LOS ANGELES — Columbus Day will be replaced with Indigenous Peoples Day in Los Angeles after the City Council there voted on Wednesday to rename the holiday, a change that was championed by activists who argued that Christopher Columbus represents the genocide of Native Americans, Los Angeles Times reports.
The move to change the holiday, which falls on Oct. 9 this year, was led by two councilmembers, who had different ideas about how to go about it, the Times reports.
Councilman Mitch O’Farrell, a member of the Wyandotte Nation, wanted the council to rename the holiday as Indigenous Peoples Day. O’Farrell argued that Columbus’ arrival resulted in centuries of anguish for the Native American population.
City Councilman Joe Buscaino, who is of Italian heritage, had pushed for a different name in order to prevent Italian-Americans, who have long celebrated Columbus Day, from feeling excluded or replaced.
Opponents of the change argued that changing the holiday would erase their heritage and wanted to mark a different day for Native Americans.
O’Farrell said the plan calls for Oct. 12 to be set aside as Italian American Heritage Day in Los Angeles. It will not be a day off for city employees. The second Monday in October — formerly Columbus Day, soon to be Indigenous Peoples Day — will remain a paid day off for city workers.
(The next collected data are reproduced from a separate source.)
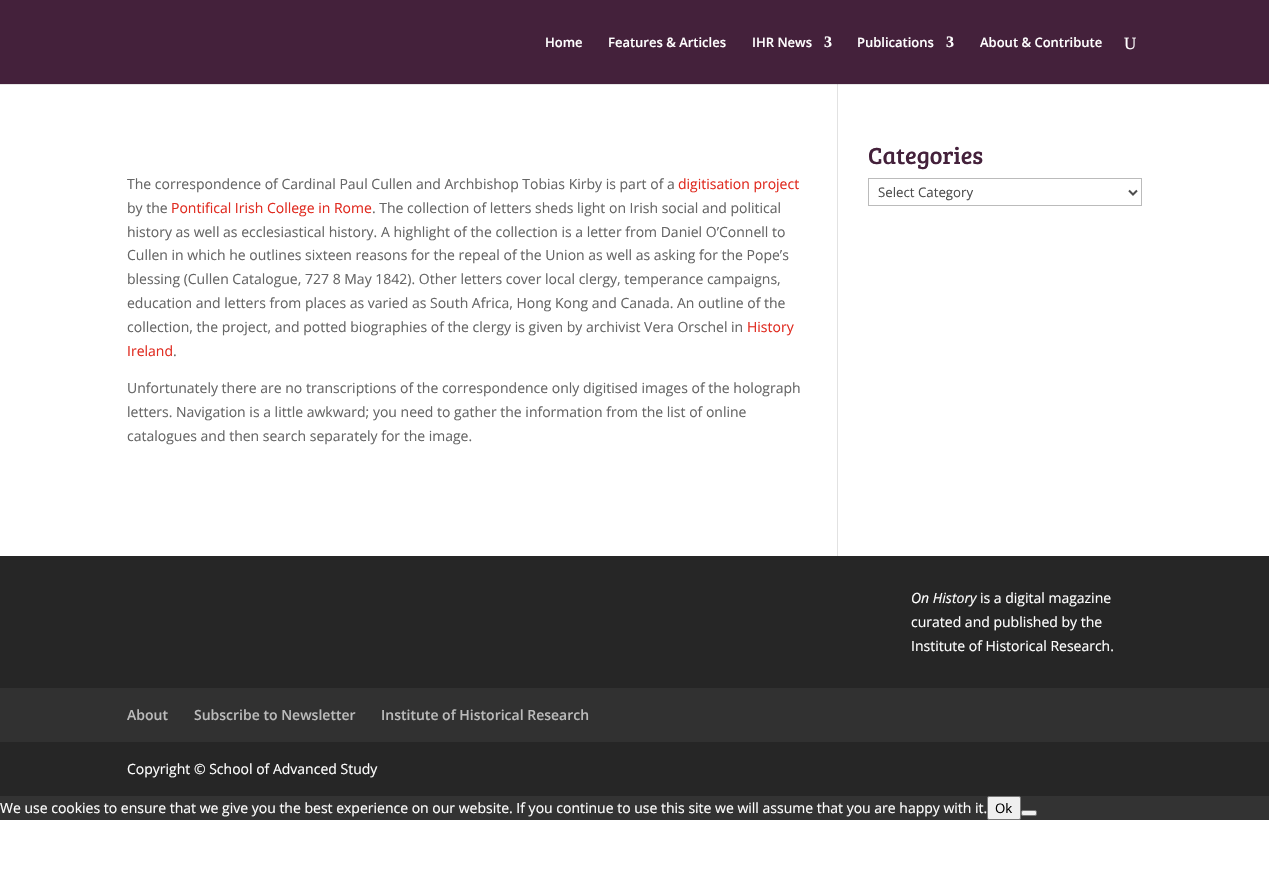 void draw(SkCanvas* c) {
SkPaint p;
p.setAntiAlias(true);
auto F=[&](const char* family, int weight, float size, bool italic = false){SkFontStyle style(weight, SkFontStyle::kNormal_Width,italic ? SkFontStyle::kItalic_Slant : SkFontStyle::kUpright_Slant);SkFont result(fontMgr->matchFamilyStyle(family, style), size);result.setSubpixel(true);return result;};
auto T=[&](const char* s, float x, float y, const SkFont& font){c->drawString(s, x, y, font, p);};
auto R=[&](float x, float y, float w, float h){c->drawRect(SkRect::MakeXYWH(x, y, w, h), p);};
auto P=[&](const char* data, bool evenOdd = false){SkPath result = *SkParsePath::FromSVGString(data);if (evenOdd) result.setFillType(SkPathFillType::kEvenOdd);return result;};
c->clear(0xffffffff);
p.setColor(0xffe6e6e6);
R(0,84,1269,1);
p.setColor(0xff44213b);
R(0,0,1269,84);
auto f1 = F("Open Sans",600,13);
p.setColor(0xffffffff);
T("Home",545,47,f1);
T("Features & Articles",608,47,f1);
T("IHR News",752,47,f1);
auto f2 = F("Liberation Serif",700,16);
T("3",824,47,f2);
T("Publications",857,47,f1);
T("3",946,47,f2);
T("About & Contribute",980,47,f1);
auto f3 = F("Liberation Serif",400,17);
T("U",1124,49,f3);
p.setColor(0xffe2e2e2);
R(837,84,1,472);
p.setColor(0xffcbcbcb);
R(837,84,1,1);
auto f4 = F("Open Sans",400,14);
p.setColor(0xff666666);
T("The correspondence of Cardinal Paul Cullen and Archbishop Tobias Kirby is part of a",127,189,f4);
p.setColor(0xffe02b20);
T("digitisation project",678,189,f4);
p.setColor(0xff666666);
T("by the",127,213,f4);
p.setColor(0xffe02b20);
T("Pontifical Irish College in Rome",171,213,f4);
p.setColor(0xff666666);
T(". The collection of letters sheds light on Irish social and political",372,213,f4);
T("history as well as ecclesiastical history. A highlight of the collection is a letter from Daniel O’Connell to",127,237,f4);
T("Cullen in which he outlines sixteen reasons for the repeal of the Union as well as asking for the Pope’s",127,260,f4);
T("blessing (Cullen Catalogue, 727 8 May 1842). Other letters cover local clergy, temperance campaigns,",127,284,f4);
T("education and letters from places as varied as South Africa, Hong Kong and Canada. An outline of the",127,308,f4);
T("collection, the project, and potted biographies of the clergy is given by archivist Vera Orschel in",127,332,f4);
p.setColor(0xffe02b20);
T("History",747,332,f4);
T("Ireland",127,356,f4);
p.setColor(0xff666666);
T(".",173,356,f4);
T("Unfortunately there are no transcriptions of the correspondence only digitised images of the holograph",127,393,f4);
T("letters. Navigation is a little awkward; you need to gather the information from the list of online",127,417,f4);
T("catalogues and then search separately for the image.",127,441,f4);
auto f5 = F("Bree Serif",400,24);
p.setColor(0xff44213b);
T("Categories",868,164,f5);
p.setStroke(true);
p.setStrokeWidth(1);
p.setColor(0xffbbbbbb);
c->drawRect(SkRect::MakeXYWH(868.5,178.5,273,27),p);
p.setStrokeWidth(2);
p.setColor(0xff4e4e4e);
c->drawPath(P("M1129 190.5l4 4l4-4"),p);
auto f6 = F("Open Sans",400,13.25);
p.setStroke(false);
T("Select Category",878,197,f6);
p.setColor(0xff262626);
R(0,556,1269,240);
auto f7 = F("Open Sans",400,14,true);
p.setColor(0xffffffff);
T("On History",911,603,f7);
T("is a digital magazine",980,603,f4);
T("curated and published by the",911,627,f4);
T("Institute of Historical Research.",911,651,f4);
p.setColor(0xff313131);
R(0,688,1269,54);
auto f8 = F("Open Sans",600,14);
p.setColor(0xffbbbbbb);
T("About",127,720,f8);
T("Subscribe to Newsletter",194,720,f8);
T("Institute of Historical Research",381,720,f8);
p.setColor(0xffffffff);
T("Copyright © School of Advanced Study",127,774,f4);
p.setColor(0xff333333);
R(0,796,1269,24);
p.setColor(0xffffffff);
T("We use cookies to ensure that we give you the best experience on our website. If you continue to use this site we will assume that you are happy with it.",0,813,f4);
p.setColor(0xffefefef);
c->drawRoundRect(SkRect::MakeXYWH(987.5,796.5,33,23),1.5,1.5,p);
p.setStroke(true);
p.setStrokeWidth(1);
p.setColor(0xff767676);
c->drawRoundRect(SkRect::MakeXYWH(987.5,796.5,33,23),1.5,1.5,p);
p.setStroke(false);
p.setColor(0xff000000);
T("Ok",995,813,f6);
p.setColor(0xffefefef);
c->drawRoundRect(SkRect::MakeXYWH(1021.5,810.5,15,5),1.5,1.5,p);
p.setStroke(true);
p.setColor(0xff767676);
c->drawRoundRect(SkRect::MakeXYWH(1021.5,810.5,15,5),1.5,1.5,p);
} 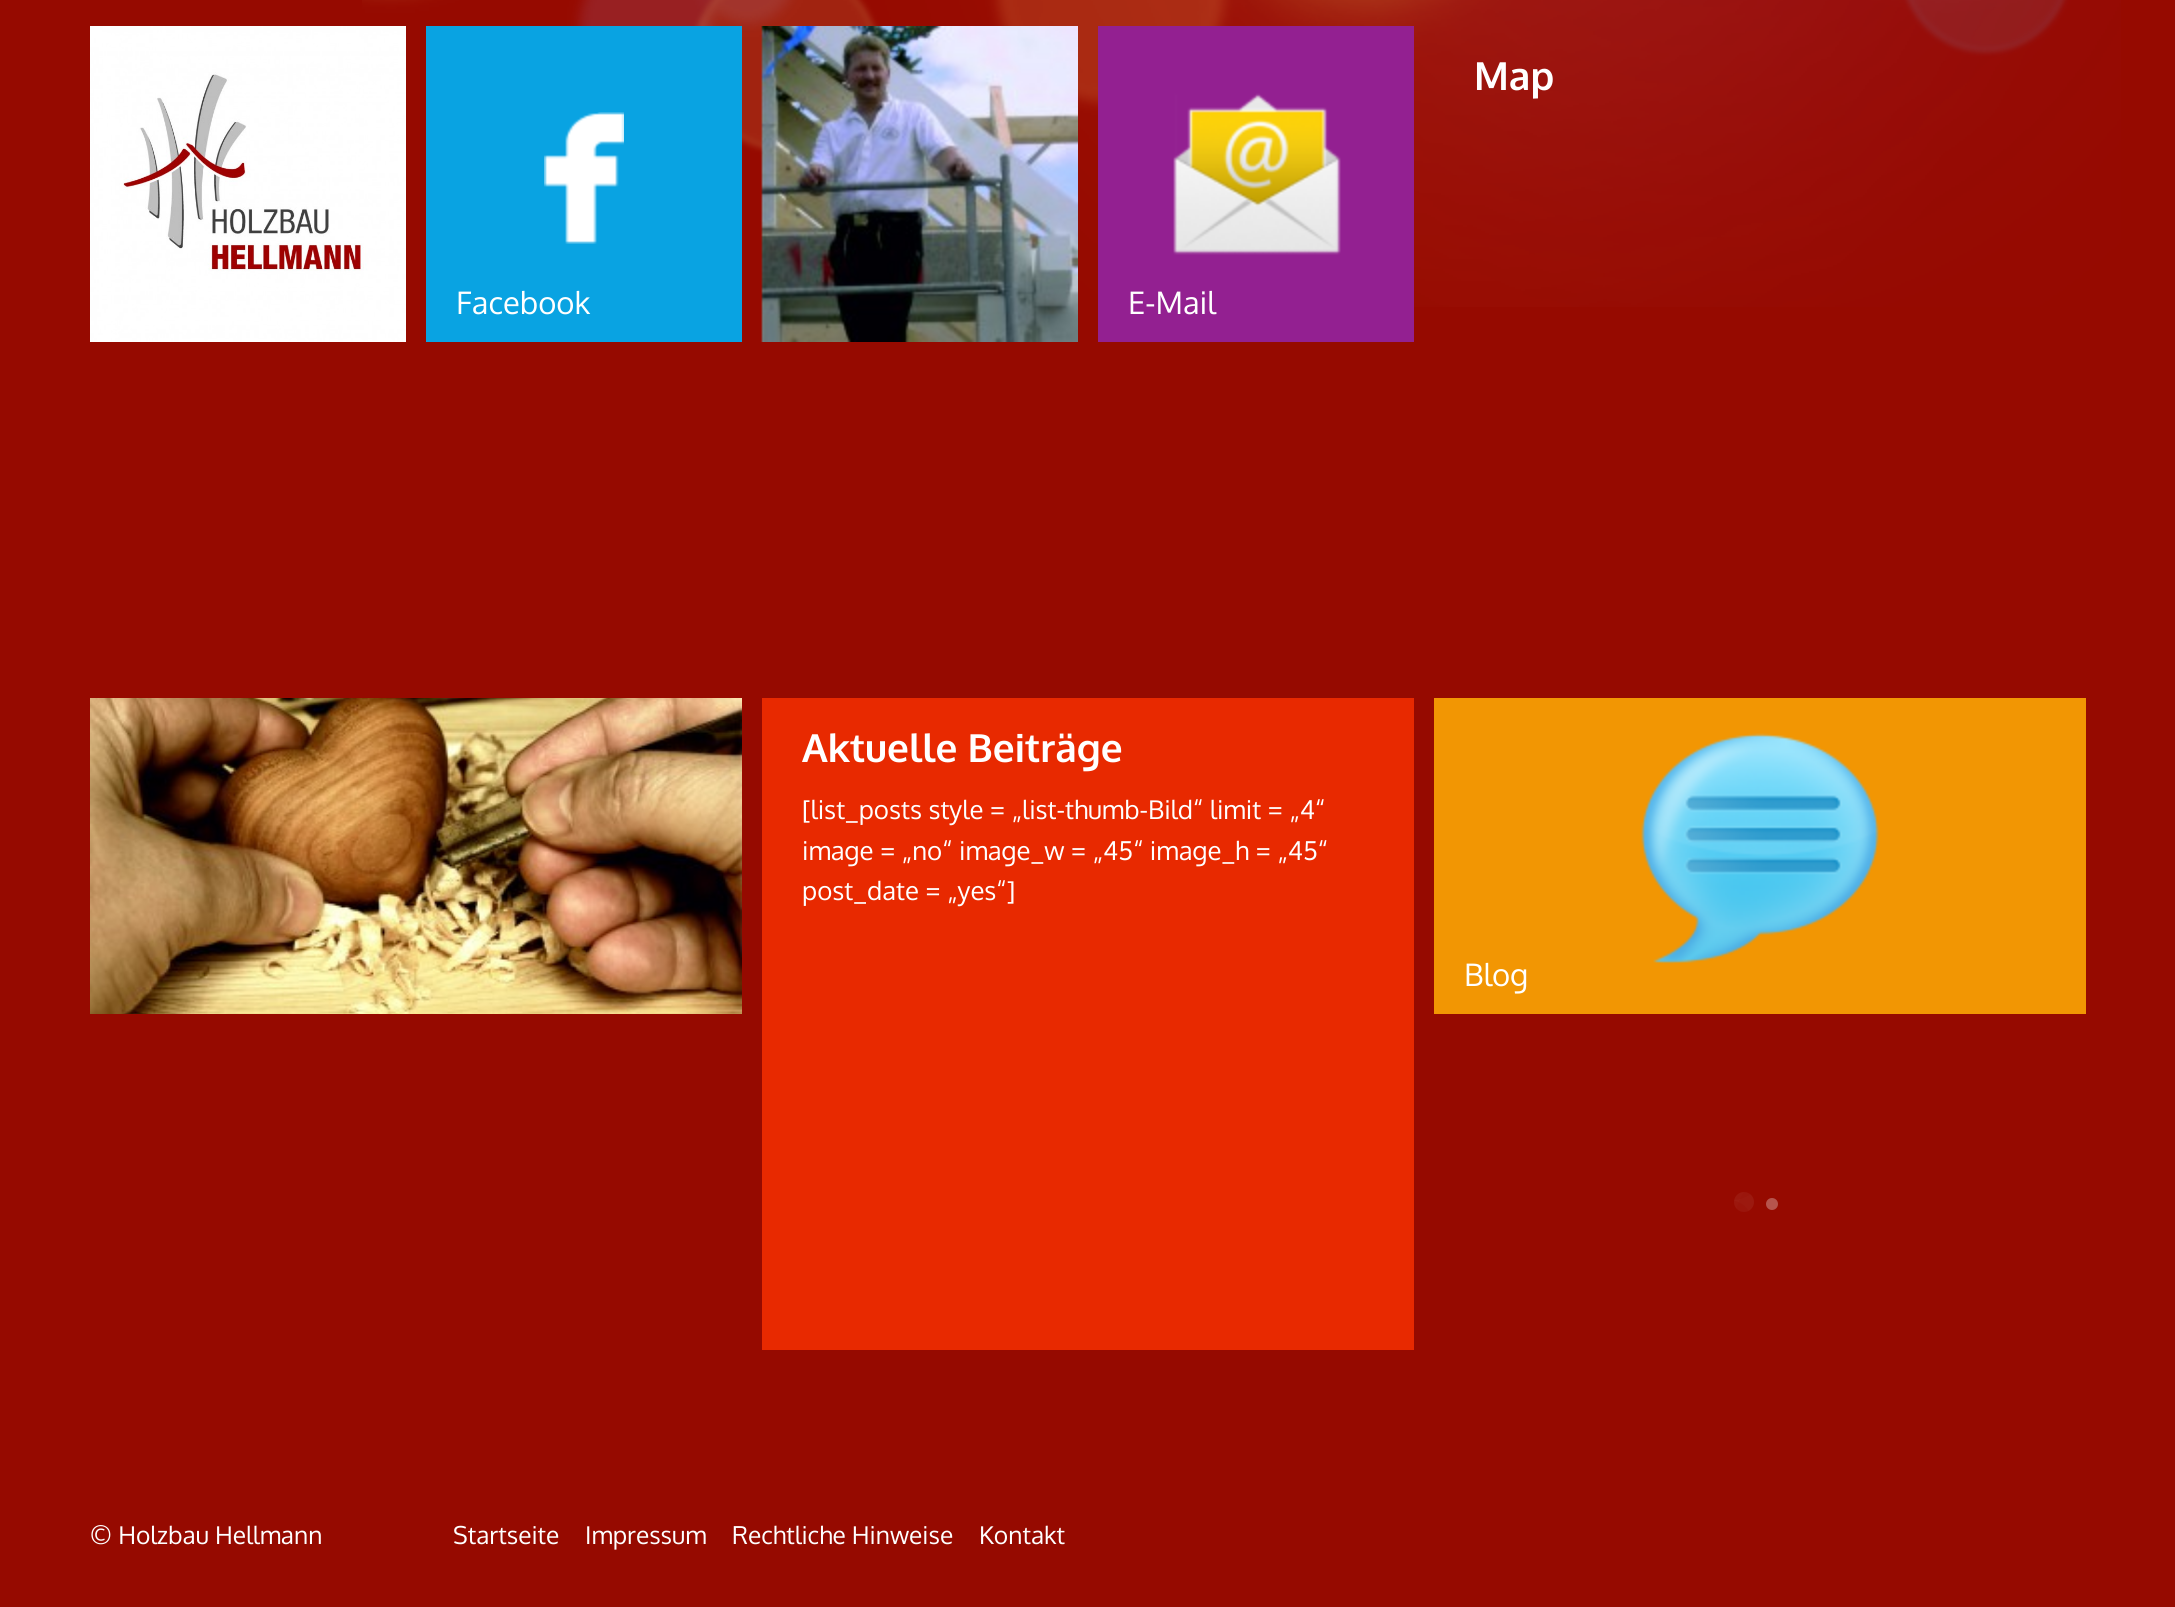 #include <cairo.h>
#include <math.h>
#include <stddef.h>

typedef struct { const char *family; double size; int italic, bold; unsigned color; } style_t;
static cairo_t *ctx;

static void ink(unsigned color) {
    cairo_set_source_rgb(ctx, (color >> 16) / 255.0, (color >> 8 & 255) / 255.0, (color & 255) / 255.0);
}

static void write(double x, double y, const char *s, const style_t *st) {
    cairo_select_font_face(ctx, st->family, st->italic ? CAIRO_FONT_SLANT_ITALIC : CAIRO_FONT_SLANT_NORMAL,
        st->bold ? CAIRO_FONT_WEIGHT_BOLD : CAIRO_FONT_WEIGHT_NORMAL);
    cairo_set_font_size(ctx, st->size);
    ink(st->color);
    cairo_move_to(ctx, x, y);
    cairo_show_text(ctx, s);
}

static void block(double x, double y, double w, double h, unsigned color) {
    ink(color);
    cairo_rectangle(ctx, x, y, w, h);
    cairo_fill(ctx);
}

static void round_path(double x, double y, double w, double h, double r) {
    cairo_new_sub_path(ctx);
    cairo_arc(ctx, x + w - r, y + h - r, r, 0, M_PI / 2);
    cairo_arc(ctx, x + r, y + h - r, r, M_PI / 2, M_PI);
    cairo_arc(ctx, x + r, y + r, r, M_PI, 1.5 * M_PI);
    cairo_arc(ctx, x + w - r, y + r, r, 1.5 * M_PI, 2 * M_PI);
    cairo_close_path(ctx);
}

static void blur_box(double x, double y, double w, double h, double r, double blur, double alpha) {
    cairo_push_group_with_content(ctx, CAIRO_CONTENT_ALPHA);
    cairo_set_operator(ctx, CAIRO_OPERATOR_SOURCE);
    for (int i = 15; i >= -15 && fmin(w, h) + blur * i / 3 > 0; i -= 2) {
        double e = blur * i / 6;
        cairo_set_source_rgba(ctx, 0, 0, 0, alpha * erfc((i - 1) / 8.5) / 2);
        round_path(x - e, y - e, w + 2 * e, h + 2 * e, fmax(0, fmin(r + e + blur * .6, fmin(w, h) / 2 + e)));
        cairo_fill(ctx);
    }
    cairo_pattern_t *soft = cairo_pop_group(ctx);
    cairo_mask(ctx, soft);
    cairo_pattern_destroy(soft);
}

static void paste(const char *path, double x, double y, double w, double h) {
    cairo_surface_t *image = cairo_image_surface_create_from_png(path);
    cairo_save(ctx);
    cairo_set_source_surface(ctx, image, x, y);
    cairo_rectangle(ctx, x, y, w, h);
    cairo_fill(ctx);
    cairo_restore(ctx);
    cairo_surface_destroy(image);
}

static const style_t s1 = {"Oxygen", 38.75, 0, 1, 0xffffff};
static const style_t s2 = {"Oxygen", 31, 0, 0, 0xffffff};
static const style_t s3 = {"Oxygen", 25.8, 0, 0, 0xffffff};
static const style_t s4 = {"Oxygen", 24.5, 0, 0, 0xffffff};

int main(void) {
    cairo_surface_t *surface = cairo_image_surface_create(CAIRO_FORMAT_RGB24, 2175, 1607);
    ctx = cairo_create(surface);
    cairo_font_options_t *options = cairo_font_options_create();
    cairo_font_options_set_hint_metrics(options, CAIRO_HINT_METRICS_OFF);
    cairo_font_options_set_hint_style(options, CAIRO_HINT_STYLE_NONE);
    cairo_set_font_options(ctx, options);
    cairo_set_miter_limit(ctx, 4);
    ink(0x960a00);
    cairo_paint(ctx);
    paste("pic1.png", 362, 0, 1759, 307);
    paste("pic2.png", 90, 26, 316, 316);
    paste("pic3.png", 761, 26, 317, 316);
    write(1474, 90, "Map", &s1);
    block(426, 26, 316, 316, 0x09a3e2);
    paste("pic4.png", 544, 112, 80, 132);
    write(456, 314, "Facebook", &s2);
    block(1098, 26, 316, 316, 0x932091);
    paste("pic5.png", 1173, 93, 168, 162);
    write(1128, 314, "E-Mail", &s2);
    paste("pic6.png", 90, 698, 652, 316);
    block(762, 698, 652, 652, 0xe82900);
    write(802, 762, "Aktuelle Beiträge", &s1);
    write(802, 819, "[list_posts style = „list-thumb-Bild“ limit = „4“", &s3);
    write(802, 860, "image = „no“ image_w = „45“ image_h = „45“", &s3);
    write(802, 900, "post_date = „yes“]", &s3);
    block(1434, 698, 652, 316, 0xf29603);
    paste("pic7.png", 1641, 733, 238, 231);
    write(1464, 986, "Blog", &s2);
    ink(0xb6544d);
    cairo_new_path(ctx);
    cairo_arc(ctx, 1744, 1202, 10, 0, 2 * M_PI);
    cairo_fill(ctx);
    cairo_save(ctx);
    cairo_rectangle(ctx, 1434, 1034, 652, 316);
    cairo_clip(ctx);
    ink(0x960a00);
    blur_box(1598, 1114, 162, 78, 0, 50, 1);
    blur_box(1598, 1192, 162, 78, 0, 50, 1);
    blur_box(1760, 1192, 164, 78, 0, 50, 1);
    cairo_restore(ctx);
    cairo_arc(ctx, 1772, 1204, 6, 0, 2 * M_PI);
    cairo_fill(ctx);
    write(90, 1544, "© Holzbau Hellmann", &s4);
    write(453, 1544, "Startseite", &s4);
    write(585, 1544, "Impressum", &s4);
    write(732, 1544, "Rechtliche Hinweise", &s4);
    write(979, 1544, "Kontakt", &s4);
    cairo_surface_write_to_png(surface, "screenshot.png");
    cairo_font_options_destroy(options);
    cairo_destroy(ctx);
    cairo_surface_destroy(surface);
    return 0;
}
The council’s vote comes as there has been a nationwide debate over U.S. holidays and historical monuments.
In New York City, council speaker Melissa Mark-Viverito has called for the removal of a Columbus statue to be considered as part of Mayor Bill de Blasio’s “90-day review of all symbols of hate on city property.” The mayor ordered that review in the wake of a deadly white supremacist rally in Charlottesville, N.C., that began as a protest against the taking down of a Confederate statue.